Simon took out his billfold and counted out five crackling banknotes. The driver crawled down from his box with glazed eyes and clutched at one rusty mudguard for support.
"You ain't arf pulling me leg, are yer?" he said.
Simon folded the notes and pushed them into his hand.
"Take those round to a bank in the morning and see how your leg feels," he advised and took out another note as an afterthought. "Will a fiver buy your coat and cap as well?"
"Blimey, guv'nor," replied the driver, unbuttoning again with sudden vigour, "you could 'ave me shirt an' trousers as well for arf that."
The Saint stood for a moment and watched the happily bereaved driver veering somewhat light-headedly out of view; and then, beside him, Hoppy Uniatz groped audibly for comprehension.
"What kinda joke is dis, boss?" he asked; and the Saint pulled himself together.
"It'll grow on you as the years go by, Hoppy,"; he said kindly.
He was pulling on the driver's big grubby overcoat and winding the nondescript muffler round his neck with the speed and efficiency of a quick-change artist between scenes.
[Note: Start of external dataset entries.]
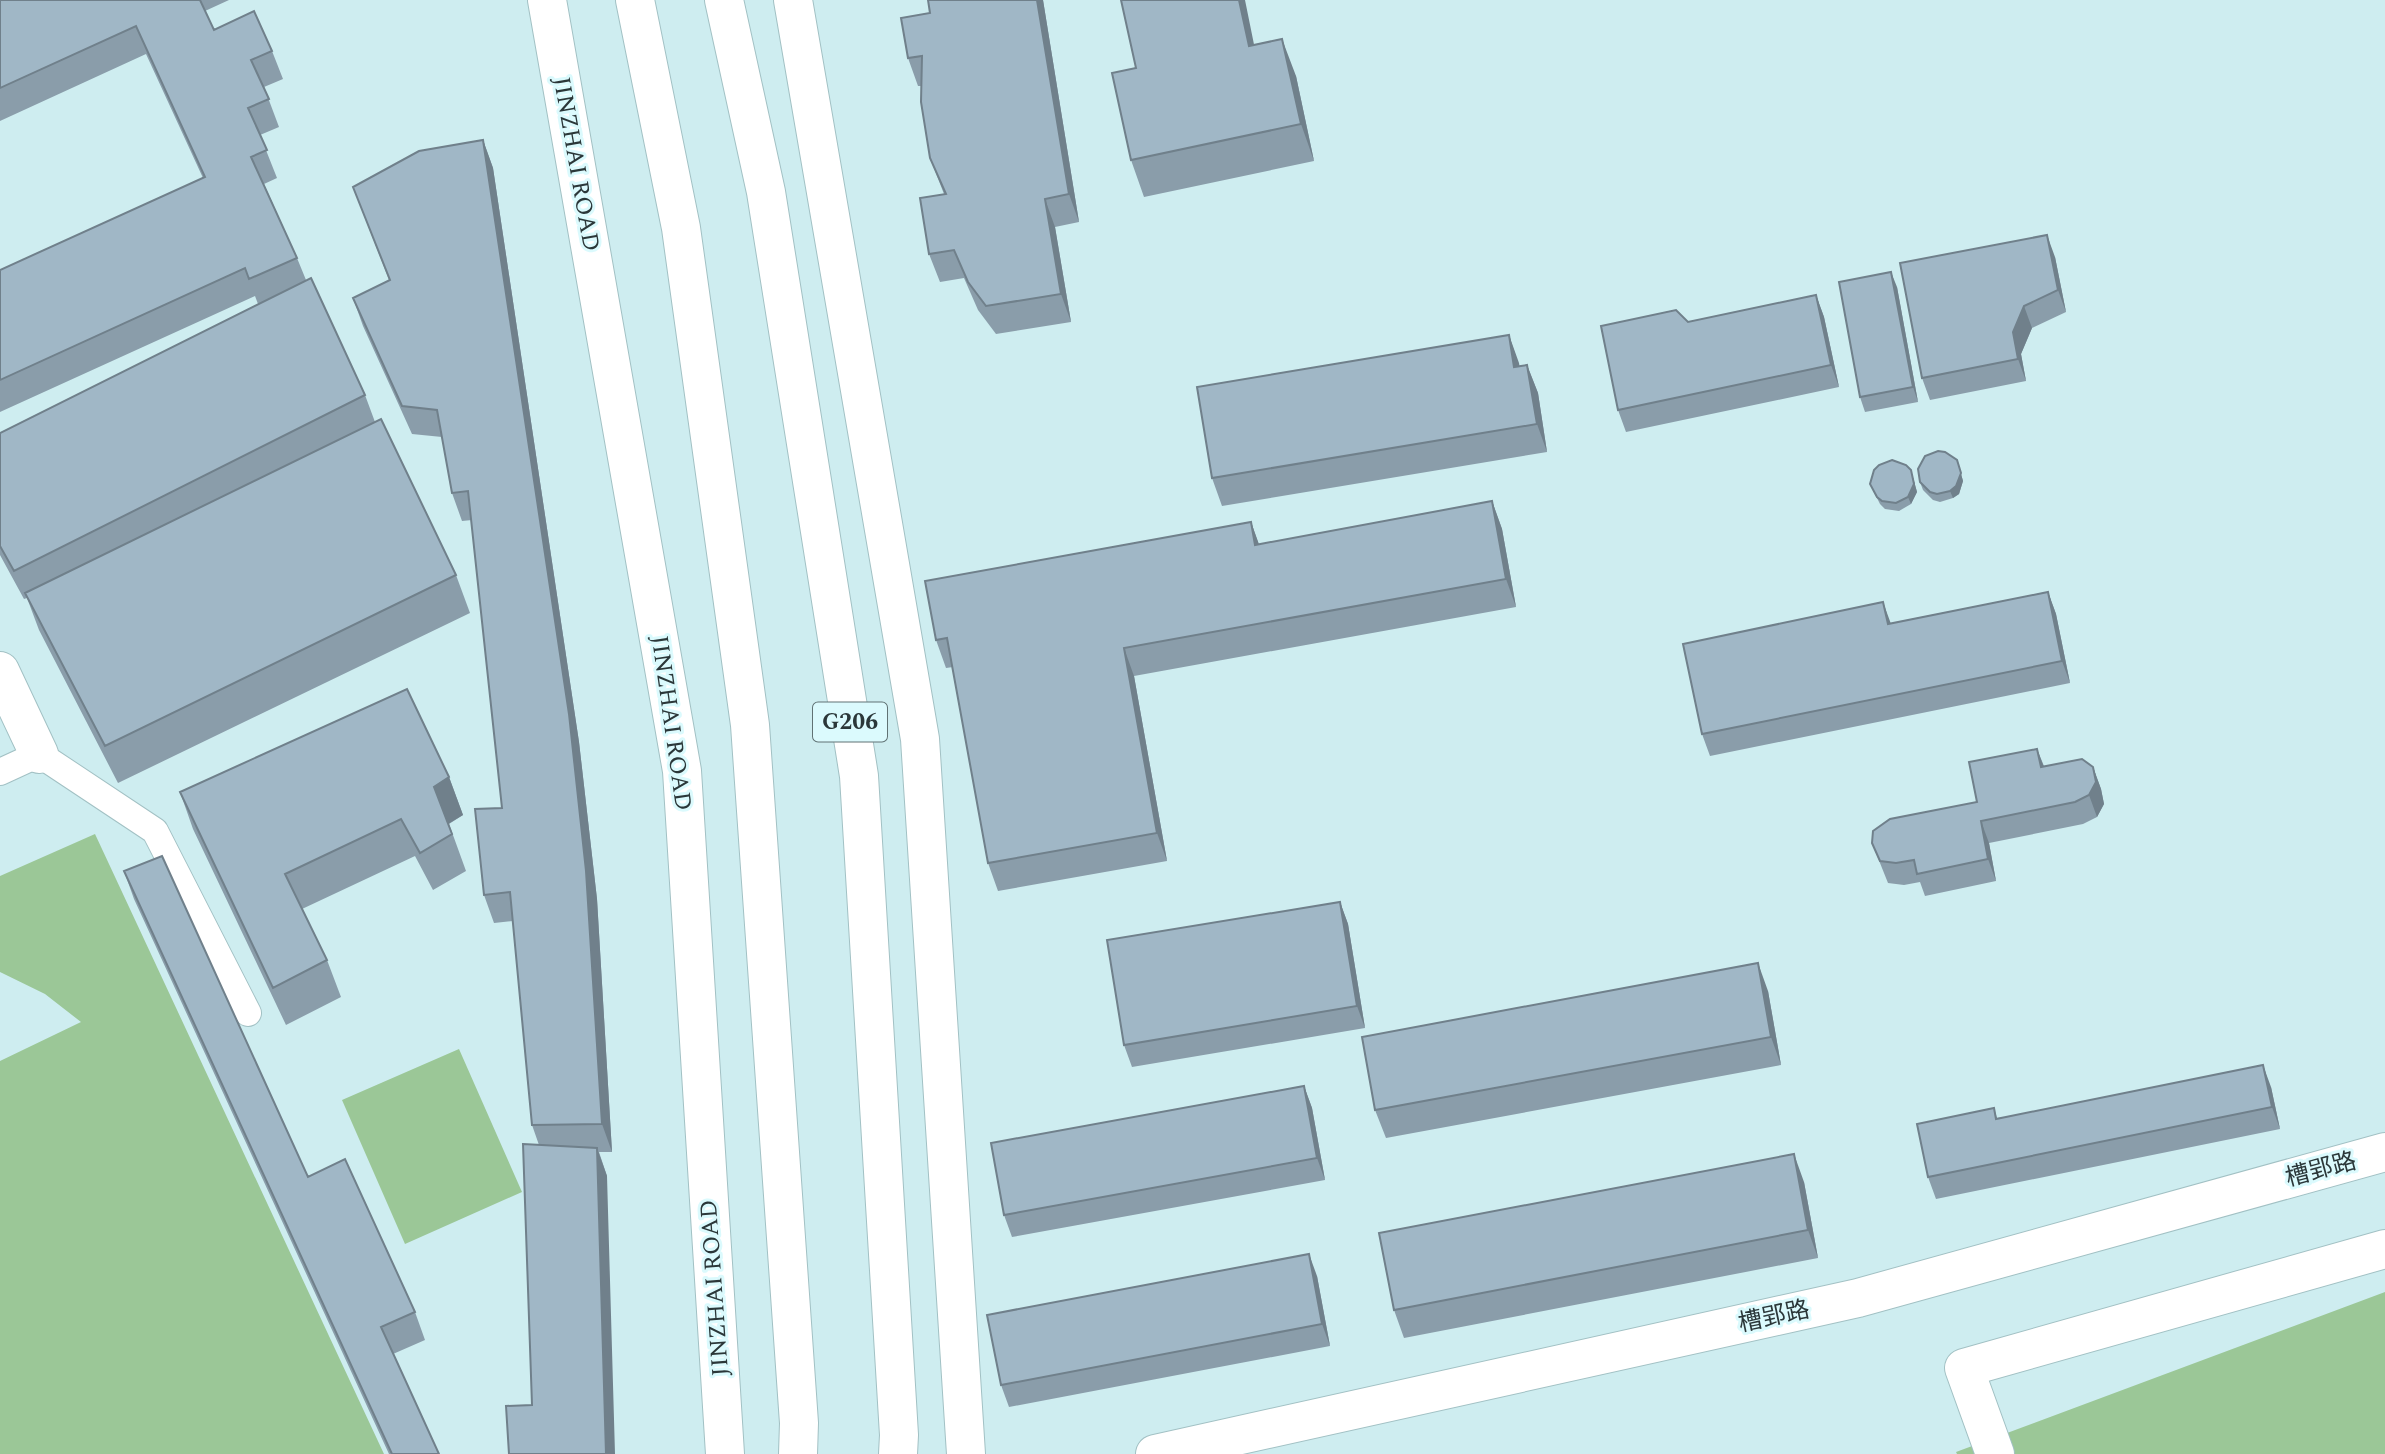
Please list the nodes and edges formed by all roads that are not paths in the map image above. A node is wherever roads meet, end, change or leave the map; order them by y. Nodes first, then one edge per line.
1 (547, 0) edge
2 (635, 0) edge
3 (724, 0) edge
4 (793, 0) edge
5 (0, 671) edge
6 (39, 754) junction
7 (0, 772) edge
8 (248, 1013) dead end
9 (2385, 1152) edge
10 (2385, 1249) edge
11 (725, 1454) edge
12 (798, 1454) edge
13 (898, 1454) edge
14 (966, 1454) edge
15 (1155, 1454) edge
16 (1995, 1454) edge

1 - 11 main road, JINZHAI ROAD
2 - 12 main road
3 - 13 main road, G206
4 - 14 main road
5 - 6 main road
6 - 7 lane
6 - 8 lane
9 - 15 main road, 槽郢路
10 - 16 main road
In the emptiness of the street there was no one to see him. His black felt hat came off and was dumped into Hoppy's hands; the driver's peaked cap took its place. For a moment Hoppy saw the dark clean-cut face blithe and buccaneering under the shade of the cap, the white teeth glinting in a smile that had no respect for any impossibilities.
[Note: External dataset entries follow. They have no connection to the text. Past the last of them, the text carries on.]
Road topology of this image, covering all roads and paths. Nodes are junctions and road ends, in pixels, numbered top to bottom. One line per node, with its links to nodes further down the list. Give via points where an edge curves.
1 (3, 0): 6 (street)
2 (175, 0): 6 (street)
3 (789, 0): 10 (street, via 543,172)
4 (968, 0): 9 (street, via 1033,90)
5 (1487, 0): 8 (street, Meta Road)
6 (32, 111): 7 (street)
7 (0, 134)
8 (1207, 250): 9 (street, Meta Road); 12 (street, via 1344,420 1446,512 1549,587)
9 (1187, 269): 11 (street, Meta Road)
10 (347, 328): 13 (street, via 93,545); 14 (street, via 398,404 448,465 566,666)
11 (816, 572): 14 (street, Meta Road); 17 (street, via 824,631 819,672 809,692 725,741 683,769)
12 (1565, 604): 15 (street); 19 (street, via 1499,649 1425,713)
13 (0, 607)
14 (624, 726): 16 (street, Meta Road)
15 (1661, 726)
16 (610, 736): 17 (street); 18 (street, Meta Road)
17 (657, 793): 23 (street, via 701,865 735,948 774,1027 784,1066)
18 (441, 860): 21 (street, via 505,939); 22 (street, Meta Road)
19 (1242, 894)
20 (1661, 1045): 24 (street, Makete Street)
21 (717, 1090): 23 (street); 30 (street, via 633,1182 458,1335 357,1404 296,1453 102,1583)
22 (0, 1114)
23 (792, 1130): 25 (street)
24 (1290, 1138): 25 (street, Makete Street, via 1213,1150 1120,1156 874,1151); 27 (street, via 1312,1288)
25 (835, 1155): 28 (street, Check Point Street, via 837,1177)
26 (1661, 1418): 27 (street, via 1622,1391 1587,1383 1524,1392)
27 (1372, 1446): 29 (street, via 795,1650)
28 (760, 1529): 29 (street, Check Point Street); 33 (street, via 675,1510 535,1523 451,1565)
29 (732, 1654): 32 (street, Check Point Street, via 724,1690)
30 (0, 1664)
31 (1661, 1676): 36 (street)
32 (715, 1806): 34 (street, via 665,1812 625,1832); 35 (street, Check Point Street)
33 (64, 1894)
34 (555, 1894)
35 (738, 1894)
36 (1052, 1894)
"You won't be able to stay here and share it with me," said the Saint. "I've got another job for you. Get hold of this address: 26 Abbot's Yard, Chelsea. You'd better take a taxi — but not this one. Go straight there and make yourself at home. There's a bottle of Scotch in the pantry; and here's the key. We're going to throw a party!"
"Okay, boss," said Mr. Uniatz dimly.
He took the key, stowed it away in his pocket, and without another word hoofed phlegmatically away in the direction of Piccadilly. It would be untrue to say that he had grasped the point with inspired intuition; but certain nouns and verbs had conglomerated in his mind to indicate a course of action, and therefore he was taking it. His brain, which was a small and loosely knit organization of nerve endings accustomed to directing such simple activities as eating, sleeping, and shooting off guns, was not adapted to the higher mysteries of inductive speculation; but it had a protective affinity for the line of least resistance. If the Saint required him to go to Chelsea and look for a bottle of Scotch, that was jake with him…
And, heading on his way with that plodding single-mindedness in which Lot's wife was so unfortunately lacking, he did not see the Saint climb into the driver's seat and steer his museum specimen up the road; nor did he see any of the other enlightening things which happened in that district shortly afterwards.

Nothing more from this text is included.